Basic concepts of Spark

Spark is based on the Resilient Distributed Dataset (RDD) to solve the problem. The RDD is distributed computing.

RDD supports two operations

  1. transformations

    Create a new dataset from an existing dataset, such as a Map

  2. actions

    Perform an operation on a dataset and return a value, such as reduce

Some operations on Spark can trigger the Shuffle event. Shuffle is a mechanism used in Spark to redistribute data so that data of different partitions can be regrouped.

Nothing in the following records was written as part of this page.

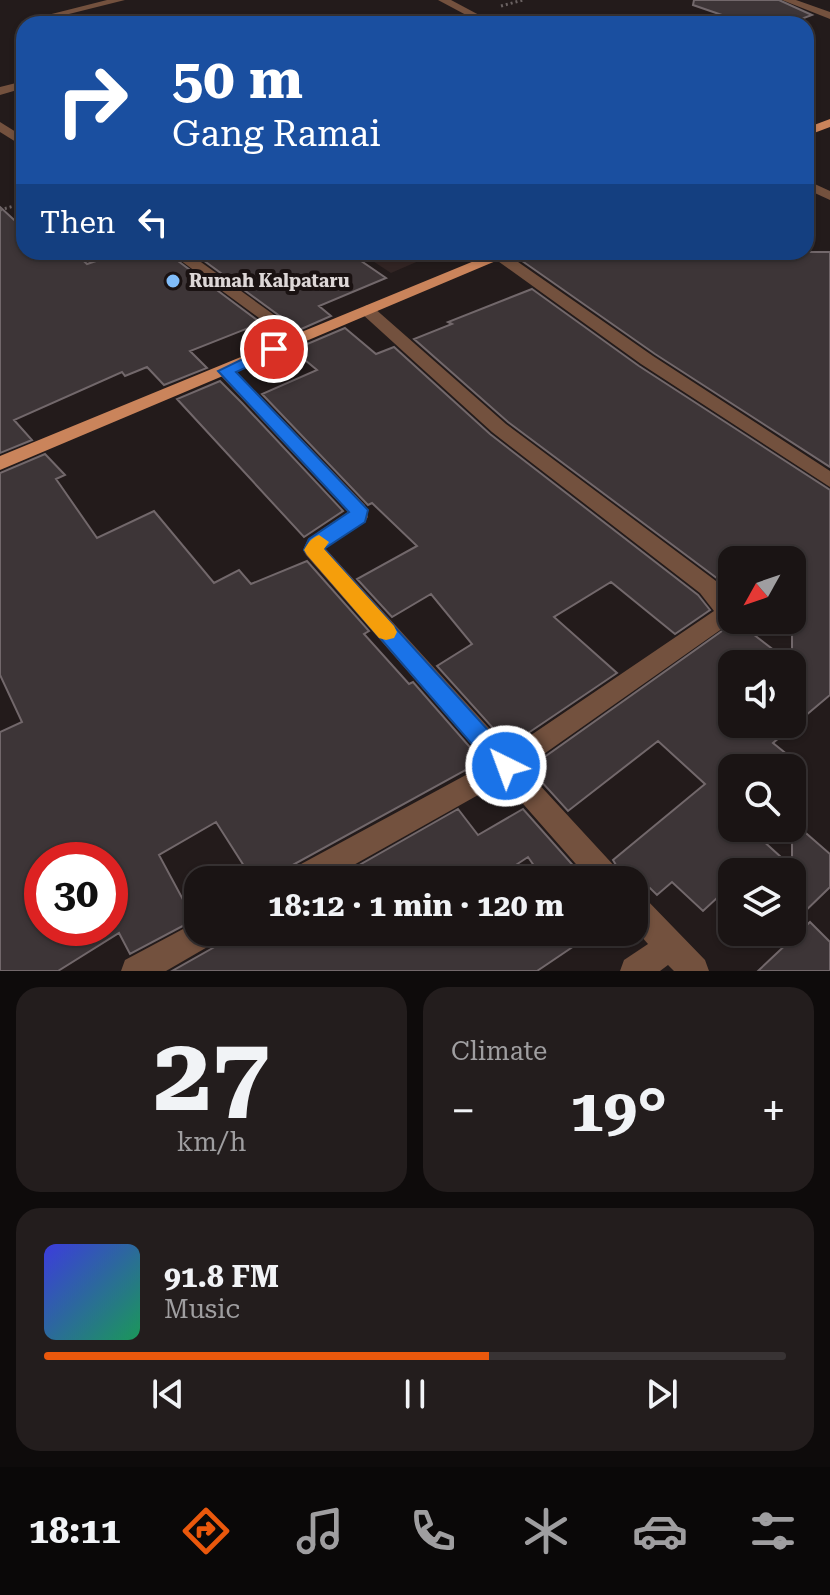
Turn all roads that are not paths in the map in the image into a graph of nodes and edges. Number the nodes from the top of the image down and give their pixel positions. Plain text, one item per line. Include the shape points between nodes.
1 (120, 0) edge
2 (443, 0) edge
3 (787, 0) edge
4 (51, 16) edge
5 (475, 16) edge
6 (830, 16) edge
7 (188, 260) edge
8 (489, 260) edge
9 (512, 260) edge
10 (367, 310) junction
11 (298, 338) junction
12 (226, 371) junction
13 (0, 463) edge
14 (830, 480) edge
15 (506, 766) junction
16 (325, 866) edge
17 (595, 866) edge
18 (648, 922) edge
19 (184, 944) edge
20 (670, 946) junction
21 (136, 971) edge
22 (635, 971) edge
23 (694, 971) edge

1 - 4 street
2 - 5 street
3 - 6 street
7 - 11 street
8 - 10 main road
9 - 14 street via 647,360
10 - 11 main road
10 - 15 street via 499,428 726,605 725,615
11 - 12 main road
12 - 13 main road
12 - 15 street via 358,510 358,517 314,550
15 - 16 street
15 - 17 street
18 - 20 street
19 - 21 street
20 - 22 street
20 - 23 street

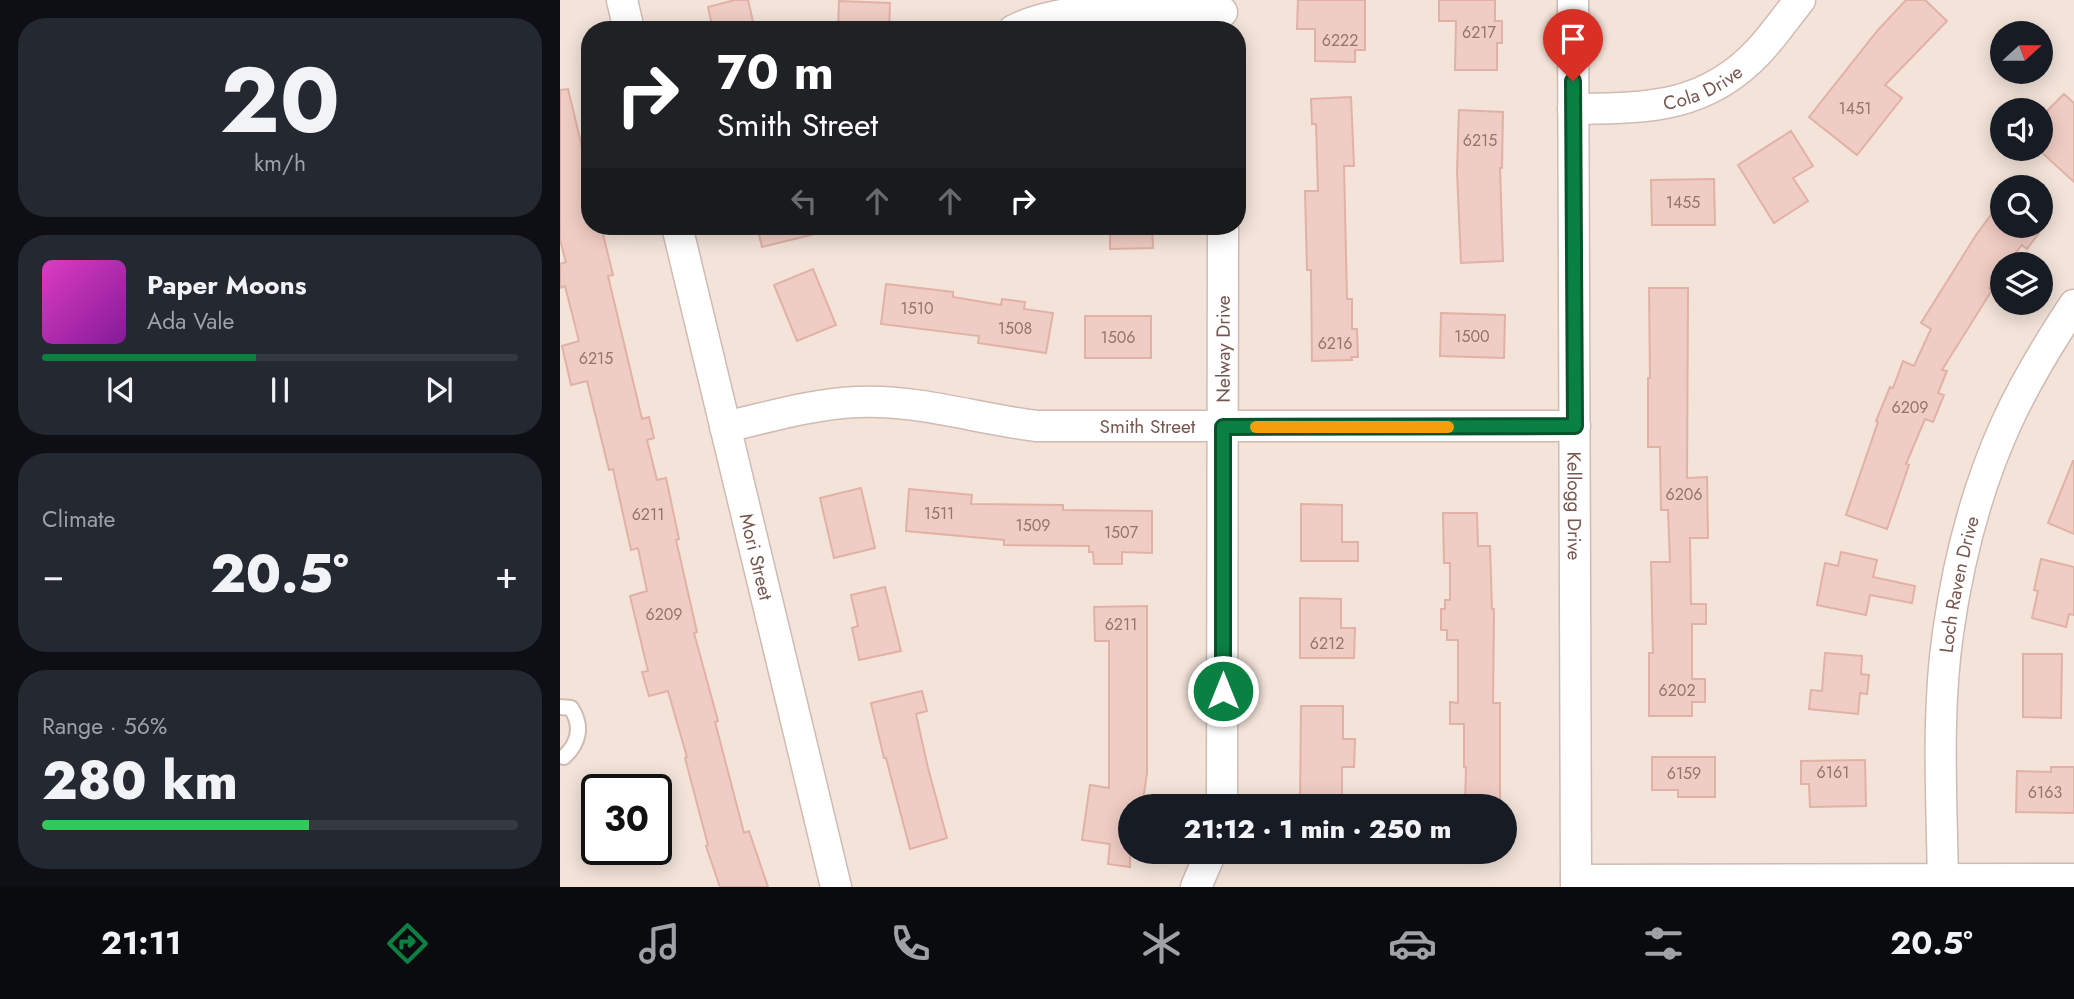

The process of processing data

Spark processes the data as follows: It receives the data and splits them into batches. The Spark Engine then processes these batches and produces an arbitrary result

Spark Streaming provides a high level of abstraction for data. Discretized Stream or DStream represents data of a data stream. Internally, this is a continuous RDDs. Each RDD in DStream contains data from a specific interval, as shown in the figure below. Any operation on a DStream is translated into an operation on the RDDs it contains.

About StreamingContext

  • Once the context is started, the data processing process cannot be modified
  • Once the context stops, you can’t restart it
  • There can only be one context in a JVM

The window function

Spark Streaming supports window functions so that you can perform sliding window operations

There are two parameters involved:

  1. Window Length – The length of the window
  2. Sliding Interval – Time interval for performing an operation

Note that the preceding two lengths must be multiples of the Batch Interval set when the context is initialized. Context initialization code can look like this:

from pyspark import SparkContext
from pyspark.streaming import StreamingContext
ctx = SparkContext()
streaming_ctx = StreamingContext(ctx, 1) 
Copy the code

Batch Interval is set to 1, indicating that each second of data is converted to a batch.

practice

Spark Streaming consumes data sent by Kafka and statistics the frequency

conf = SparkConf()
conf.set("spark.serializer"."org.apache.spark.serializer.KryoSerializer")
conf.set('spark.streaming.kafka.maxRatePerPartition'.10000)
conf.set('spark.driver.extraJavaOptions'."-Xss30M")
ctx = SparkContext(appName="PythonStreamingIDCount", conf=conf)
ctx.setLogLevel('FATAL')
ctx.setCheckpointDir('./checkpoint')
streaming_ctx = StreamingContext(ctx, 1)  # s
broker, topic = "127.0.0.1:9092"["new-spark"]
kvs = KafkaUtils.createDirectStream(streaming_ctx, topic, {"metadata.broker.list": broker})
lines = kvs.map(lambda items: items[1])
counts = lines.\
					map(lambda ip: (ip, 1)).\
					reduceByKeyAndWindow(lambda a, b: a + b, lambda a, b: a - b, 10.1)
counts.pprint(10)
streaming_ctx.start()
streaming_ctx.awaitTermination()
Copy the code

Here is using a Direct Approach (there’s another way Receiver – -based Approach), limit the speed of filling in the data parameter is the spark. Streaming. Kafka. MaxRatePerPartition, And use the Receiver – -based Approach the limit to fill in the data parameter is spark. The streaming. Receiver. MaxRate. It is also a way to limit the consumption rate, but the parameters of the two ways are different, and if you make a mistake, you will find that the parameters are completely useless.

The statement for submitting the code is as follows

Spark-submit --jars ~/Downloads/spark-streaming- kafka-0-8-assembly_2.11-2.4..jar main.py --conf "spark.executor.extraJavaOptions=-XX:+UseConcMarkSweepGC"Copy the code

Note that you need to download the JAR package yourself, which can be downloaded directly from Maven.